AFP
MANILA
AN AVERAGE of 44 people are being killed each day in Philippine President Rodrigo Duterte's war on crime, according to police data released Tuesday that showed the death toll surging to nearly 3,000.
The new figures came after Duterte vowed on Monday to defy a wave of international condemnation and continue killing until every drug trafficker in the Philippines was dead.
"More people will be killed, plenty will be killed until the last pusher is out of the streets," said Duterte, who scored a landslide election victory in May largely on his promise to fight crime.
"Until the (last) drug manufacturer is killed, we will continue."
Police have killed 1,033 in anti-drug operations since Duterte was sworn into office just over two months ago, according to the national police update on Tuesday.
Another 1,894 have died in unexplained deaths, police said, which rights groups believe are largely due to out-of-control security forces and hired assassins.

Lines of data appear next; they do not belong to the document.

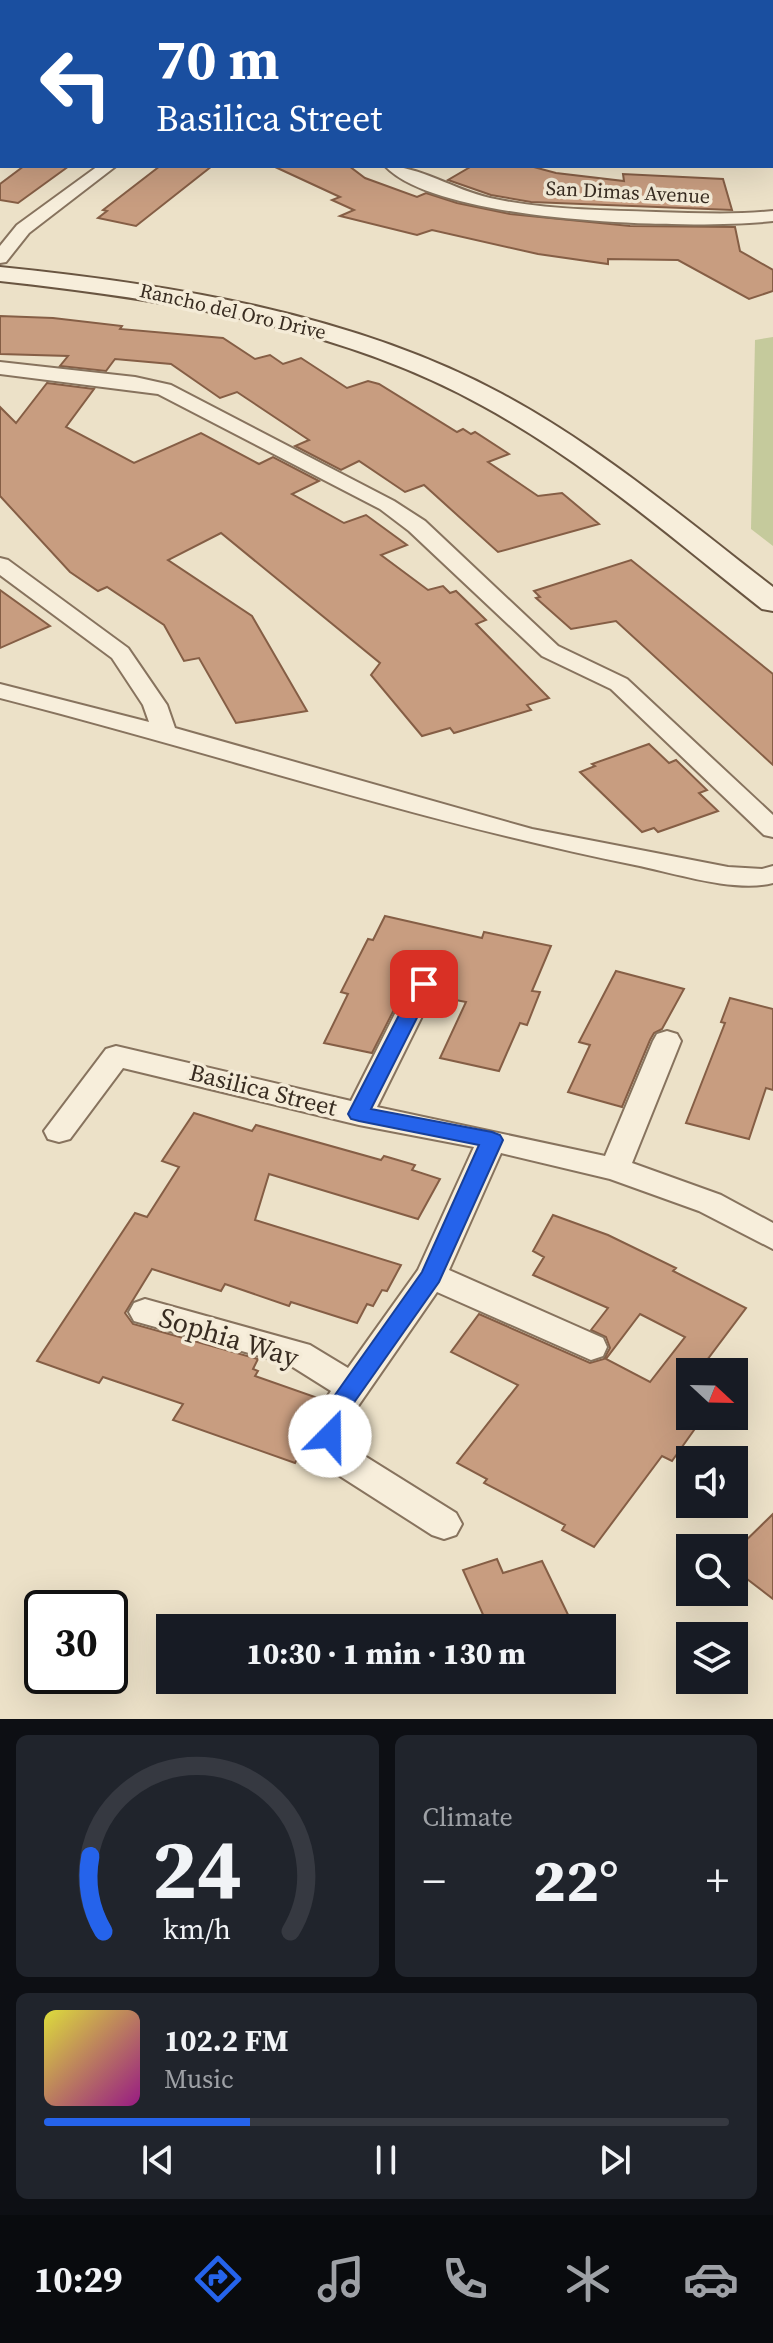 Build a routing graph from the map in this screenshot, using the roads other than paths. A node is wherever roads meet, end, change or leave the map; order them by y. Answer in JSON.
{"nodes":[{"id":1,"x":105,"y":168,"type":"edge"},
{"id":2,"x":397,"y":168,"type":"edge"},
{"id":3,"x":770,"y":221,"type":"edge"},
{"id":4,"x":0,"y":258,"type":"edge"},
{"id":5,"x":0,"y":274,"type":"edge"},
{"id":6,"x":0,"y":368,"type":"edge"},
{"id":7,"x":0,"y":565,"type":"edge"},
{"id":8,"x":773,"y":602,"type":"edge"},
{"id":9,"x":0,"y":691,"type":"edge"},
{"id":10,"x":165,"y":733,"type":"junction"},
{"id":11,"x":773,"y":829,"type":"edge"},
{"id":12,"x":773,"y":874,"type":"edge"},
{"id":13,"x":424,"y":984,"type":"dead end"},
{"id":14,"x":667,"y":1041,"type":"dead end"},
{"id":15,"x":359,"y":1114,"type":"junction"},
{"id":16,"x":59,"y":1131,"type":"dead end"},
{"id":17,"x":492,"y":1140,"type":"junction"},
{"id":18,"x":615,"y":1169,"type":"junction"},
{"id":19,"x":773,"y":1237,"type":"edge"},
{"id":20,"x":431,"y":1276,"type":"junction"},
{"id":21,"x":145,"y":1312,"type":"dead end"},
{"id":22,"x":591,"y":1347,"type":"dead end"},
{"id":23,"x":354,"y":1388,"type":"junction"},
{"id":24,"x":444,"y":1524,"type":"dead end"}],
"edges":[{"from":1,"to":4,"type":"street"},
{"from":2,"to":3,"type":"street","name":"San Dimas Avenue"},
{"from":5,"to":8,"type":"main road","name":"Rancho del Oro Drive"},
{"from":6,"to":11,"type":"street"},
{"from":7,"to":10,"type":"street"},
{"from":9,"to":10,"type":"street"},
{"from":10,"to":12,"type":"street"},
{"from":13,"to":15,"type":"street"},
{"from":14,"to":18,"type":"street"},
{"from":15,"to":16,"type":"street","name":"Basilica Street"},
{"from":15,"to":17,"type":"street","name":"Basilica Street"},
{"from":17,"to":18,"type":"street","name":"Basilica Street"},
{"from":17,"to":20,"type":"street"},
{"from":18,"to":19,"type":"street","name":"Basilica Street"},
{"from":20,"to":22,"type":"street"},
{"from":20,"to":23,"type":"street"},
{"from":21,"to":23,"type":"street","name":"Sophia Way"},
{"from":23,"to":24,"type":"street"}]}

The total of 2,927 is over 500 higher than the figure released by police on Sunday, and equates to an average of 44 a day since Duterte took office on June 30.
US President Barack Obama was planning to raise concerns about the war on crime with Duterte at a meeting in Laos on Tuesday afternoon.
But Obama cancelled the meeting after Duterte warned he would not be lectured to, and branded the US president a"son of a whore".